--- Information supplied Enclosed Below ---

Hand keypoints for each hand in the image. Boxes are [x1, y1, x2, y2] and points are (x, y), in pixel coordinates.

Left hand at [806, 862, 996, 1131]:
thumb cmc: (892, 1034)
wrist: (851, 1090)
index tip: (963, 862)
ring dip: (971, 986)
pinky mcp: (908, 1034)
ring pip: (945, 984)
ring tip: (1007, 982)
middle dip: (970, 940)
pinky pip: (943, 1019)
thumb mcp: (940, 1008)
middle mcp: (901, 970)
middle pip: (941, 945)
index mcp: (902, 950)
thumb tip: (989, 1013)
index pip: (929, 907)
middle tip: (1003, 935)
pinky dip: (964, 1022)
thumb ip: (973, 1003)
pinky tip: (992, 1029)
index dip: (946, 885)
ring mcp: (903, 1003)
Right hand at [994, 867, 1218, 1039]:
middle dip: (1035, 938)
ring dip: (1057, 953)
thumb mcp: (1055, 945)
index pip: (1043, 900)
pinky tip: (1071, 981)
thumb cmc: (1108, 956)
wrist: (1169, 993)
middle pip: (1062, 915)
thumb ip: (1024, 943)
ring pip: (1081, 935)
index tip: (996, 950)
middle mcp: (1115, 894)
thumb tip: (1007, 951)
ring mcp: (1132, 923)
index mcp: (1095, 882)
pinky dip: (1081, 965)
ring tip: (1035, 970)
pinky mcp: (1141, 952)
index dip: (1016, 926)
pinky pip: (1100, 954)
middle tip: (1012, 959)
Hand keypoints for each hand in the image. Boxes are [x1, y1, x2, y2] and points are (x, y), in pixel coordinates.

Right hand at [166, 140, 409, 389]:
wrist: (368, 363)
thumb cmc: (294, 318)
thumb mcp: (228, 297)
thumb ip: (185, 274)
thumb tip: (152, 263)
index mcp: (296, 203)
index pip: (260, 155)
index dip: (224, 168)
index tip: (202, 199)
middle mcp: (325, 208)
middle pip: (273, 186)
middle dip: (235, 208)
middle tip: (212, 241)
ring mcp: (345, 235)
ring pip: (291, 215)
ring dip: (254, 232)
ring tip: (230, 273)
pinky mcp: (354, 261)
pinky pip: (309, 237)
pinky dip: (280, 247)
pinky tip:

--- End of Enclosed Information supplied ---

Line by line, set the records above down again exactly.

Hand keypoints for each hand in the image. Boxes are [x1, y1, x2, y2] and points are (x, y), in pixel coordinates.

Left hand at [806, 862, 996, 1131]:
thumb cmc: (892, 1034)
wrist: (851, 1090)
index tip: (963, 862)
ring dip: (971, 986)
pinky mcp: (908, 1034)
ring pip: (945, 984)
ring tip: (1007, 982)
middle dip: (970, 940)
pinky pip: (943, 1019)
thumb mcp: (940, 1008)
middle mcp: (901, 970)
middle pip: (941, 945)
index mcp: (902, 950)
thumb tip: (989, 1013)
index pip: (929, 907)
middle tip: (1003, 935)
pinky dip: (964, 1022)
thumb ip: (973, 1003)
pinky tip: (992, 1029)
index dip: (946, 885)
ring mcp: (903, 1003)
Right hand at [994, 867, 1218, 1039]:
middle dip: (1035, 938)
ring dip: (1057, 953)
thumb mcp: (1055, 945)
index pip: (1043, 900)
pinky tip: (1071, 981)
thumb cmc: (1108, 956)
wrist: (1169, 993)
middle pip: (1062, 915)
thumb ip: (1024, 943)
ring pip: (1081, 935)
index tip: (996, 950)
middle mcp: (1115, 894)
thumb tip: (1007, 951)
ring mcp: (1132, 923)
index mcp: (1095, 882)
pinky dip: (1081, 965)
ring tip: (1035, 970)
pinky mcp: (1141, 952)
index dip: (1016, 926)
pinky pip: (1100, 954)
middle tip: (1012, 959)
Hand keypoints for each hand in the image. Boxes are [x1, y1, x2, y2] and points are (x, y), in pixel coordinates.

Right hand at [166, 140, 409, 389]:
wrist: (368, 363)
thumb cmc: (294, 318)
thumb mcp: (228, 297)
thumb ip: (185, 274)
thumb tip: (152, 263)
index mcp: (296, 203)
index pip: (260, 155)
index dip: (224, 168)
index tip: (202, 199)
middle mcp: (325, 208)
middle pip: (273, 186)
middle dip: (235, 208)
middle tip: (212, 241)
ring mcp: (345, 235)
ring pip: (291, 215)
ring dip: (254, 232)
ring tip: (230, 273)
pinky mcp: (354, 261)
pinky pip: (309, 237)
pinky dip: (280, 247)
pinky tip:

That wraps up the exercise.